MFA Lesson Two: Stretch Yourself
When I started my MFA, I had a goal: I was going to learn how to write good middle-grade fiction, by golly.
I love goals. (This is why my family avoids me on January 1st.)
I set about achieving this goal with my usual dose of enthusiasm. I scoured the faculty list, I read their books before arriving on campus, I was going to rock this plan.
When it was time for faculty "speed-dating" I circulated with my classmates, asking questions, validating my research. But something curious happened while I listened. Some students came into the program with a specific project they hoped to finish and publish. Their goal was to find the faculty advisor who would help. The nearly unanimous response to this query was: "set the project aside."
In response to protest, the faculty in the hot seats would explain: "Our goal is to help you become a writer," and "We want you to leave with the tools to write anything you want," and "We can prepare you to build a career, instead of just finishing one project."
"The MFA experience took my writer's house down to the foundation and rebuilt it."
The solidity of my goal-oriented plan wobbled. I didn't have a project, but I had narrow goals. I took a deep breath and added new names to my list
Having waited "too long" to get started, I was impatient to see results. I wanted to finish projects and get them out.
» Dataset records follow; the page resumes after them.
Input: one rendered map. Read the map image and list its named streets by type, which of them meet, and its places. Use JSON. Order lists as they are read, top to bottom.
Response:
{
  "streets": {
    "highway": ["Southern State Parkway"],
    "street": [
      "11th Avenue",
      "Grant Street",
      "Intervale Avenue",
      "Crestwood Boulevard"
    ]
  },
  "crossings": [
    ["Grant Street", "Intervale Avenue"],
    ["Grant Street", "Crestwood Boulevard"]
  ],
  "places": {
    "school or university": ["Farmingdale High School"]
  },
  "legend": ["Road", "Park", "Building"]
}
I had to step back from my goals and embrace the Writer's Mindset. The MFA experience took my writer's house down to the foundation and rebuilt it.
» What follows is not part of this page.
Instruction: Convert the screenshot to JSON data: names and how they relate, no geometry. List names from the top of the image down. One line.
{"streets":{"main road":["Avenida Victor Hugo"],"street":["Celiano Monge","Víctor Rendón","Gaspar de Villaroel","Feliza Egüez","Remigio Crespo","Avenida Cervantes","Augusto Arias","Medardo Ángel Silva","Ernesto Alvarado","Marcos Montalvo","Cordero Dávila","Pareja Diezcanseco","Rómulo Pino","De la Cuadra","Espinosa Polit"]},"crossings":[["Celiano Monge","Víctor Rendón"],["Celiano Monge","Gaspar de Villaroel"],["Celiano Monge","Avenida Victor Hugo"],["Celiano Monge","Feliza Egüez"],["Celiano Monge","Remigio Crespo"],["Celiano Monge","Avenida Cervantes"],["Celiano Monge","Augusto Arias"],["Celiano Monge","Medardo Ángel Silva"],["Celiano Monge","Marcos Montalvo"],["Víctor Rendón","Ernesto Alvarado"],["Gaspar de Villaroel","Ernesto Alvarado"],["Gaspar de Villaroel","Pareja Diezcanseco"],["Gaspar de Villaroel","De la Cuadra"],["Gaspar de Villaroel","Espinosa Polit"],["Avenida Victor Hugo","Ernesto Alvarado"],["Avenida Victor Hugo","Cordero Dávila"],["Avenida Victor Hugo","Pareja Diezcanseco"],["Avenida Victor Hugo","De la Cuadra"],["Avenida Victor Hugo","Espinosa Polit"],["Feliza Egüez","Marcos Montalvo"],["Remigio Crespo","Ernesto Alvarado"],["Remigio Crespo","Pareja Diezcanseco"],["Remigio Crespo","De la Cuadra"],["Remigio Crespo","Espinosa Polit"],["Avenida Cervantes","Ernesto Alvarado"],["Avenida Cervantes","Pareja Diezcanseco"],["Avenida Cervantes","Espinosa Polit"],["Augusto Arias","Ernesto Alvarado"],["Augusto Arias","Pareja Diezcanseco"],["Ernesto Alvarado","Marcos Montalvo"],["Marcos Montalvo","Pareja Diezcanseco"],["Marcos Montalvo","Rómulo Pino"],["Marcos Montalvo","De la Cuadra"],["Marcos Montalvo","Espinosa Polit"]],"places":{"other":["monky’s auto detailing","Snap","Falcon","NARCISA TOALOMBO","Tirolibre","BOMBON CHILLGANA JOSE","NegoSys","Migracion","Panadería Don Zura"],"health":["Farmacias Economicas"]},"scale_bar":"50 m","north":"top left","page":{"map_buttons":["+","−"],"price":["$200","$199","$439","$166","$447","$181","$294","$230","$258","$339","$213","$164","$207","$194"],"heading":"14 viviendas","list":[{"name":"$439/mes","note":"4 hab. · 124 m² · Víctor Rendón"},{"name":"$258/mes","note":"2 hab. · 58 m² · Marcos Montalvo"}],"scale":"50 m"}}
Luckily, as much as I love goals, I love learning and trying new things. I'm curious. About everything. Over the next two years, I tried picture books, middle grade, young adult, poetry, short story, sci-fi, realistic, goofy, weird. It was fun. I began to get it.
Writers with long careers adapt and grow.
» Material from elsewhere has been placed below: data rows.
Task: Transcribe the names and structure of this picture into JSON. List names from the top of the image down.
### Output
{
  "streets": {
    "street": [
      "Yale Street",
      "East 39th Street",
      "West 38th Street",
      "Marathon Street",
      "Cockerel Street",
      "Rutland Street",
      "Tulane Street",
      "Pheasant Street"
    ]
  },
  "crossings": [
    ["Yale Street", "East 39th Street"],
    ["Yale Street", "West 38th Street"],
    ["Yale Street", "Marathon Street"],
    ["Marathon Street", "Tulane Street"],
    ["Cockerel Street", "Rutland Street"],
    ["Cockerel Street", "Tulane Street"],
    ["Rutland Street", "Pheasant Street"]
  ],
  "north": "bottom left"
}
Writers with long careers area always students.
Writers with long careers stay in the conversation.
In my third semester, I was lucky enough to be part of the Bath (England) Semester. For two weeks, we met with MFA students and faculty in a program there, we studied and wrote, and we toured. In the Roman baths, I peered down tunnels leading from hot to cold steam rooms and thought about the hands that laid those pipes, the people who tossed their lead curses into the pool, and the thief (the subject of a curse) who stole someone's robe while they were bathing. I could imagine it all clearly, as my day job dealing with public utilities, community issues, and today's lead curses (social media posts) echoed around me.
I believe this feeling of past-meets-present was the seed of the biggest stretch I would eventually make.
I never wanted to write historical fiction. So much research! (see impatient, above) Plus, all those details to get right and so constrained by reality. I stayed the course I'd set, but the experience nagged at me.
I graduated in January 2020.
I went home and finished up a grief-filled realistic-contemporary fiction novel.
Cue the pandemic.
That novel wasn't going anywhere.
Here's where the finish-a-project vs. be-a-writer advice crystalized. If that was all I'd done for two years, I'd have been at a loss. Because what happens if you invest your MFA in one project and it doesn't work?
I moped around a little bit....shouted my own curses (I am still human), but eventually I itched for an escape. I announced, "I'm going to write a historical fiction romance."
Did I mention I'd never written a romance, either?
But here's what happened, I'd been researching a scrapbook my grandmother put together in 1935 with her photographs and poetry when she'd been a Depression-era relief worker. At first, I was just trying to learn more about this part of her life but...I thought, what if? What if she'd met someone.....what if....and I dug. I couldn't go anywhere, libraries and museums were off-limits, but the internet, oh, the internet.
What better way to avoid politics, pandemic, and worry than to immerse myself in the 1930s? After a month and a half of brainstorming and research and note-taking, I was ready to write. It took about four months, but I wrote my first complete draft of a young adult historical fiction romance.
I'm not sure I would have had the confidence to tackle something new on every front if I'd stayed focused on my original goal that first semester.
This year has been an uncomfortable stretch for us all. Finding out that I can stretch my writing has been a gift.
Not only did I learn a lot about what there is to love about historical fiction, I learned that even in the middle of a seemingly hopeless time - the Depression - now - there is a long view, and in that long view there's hope to be found.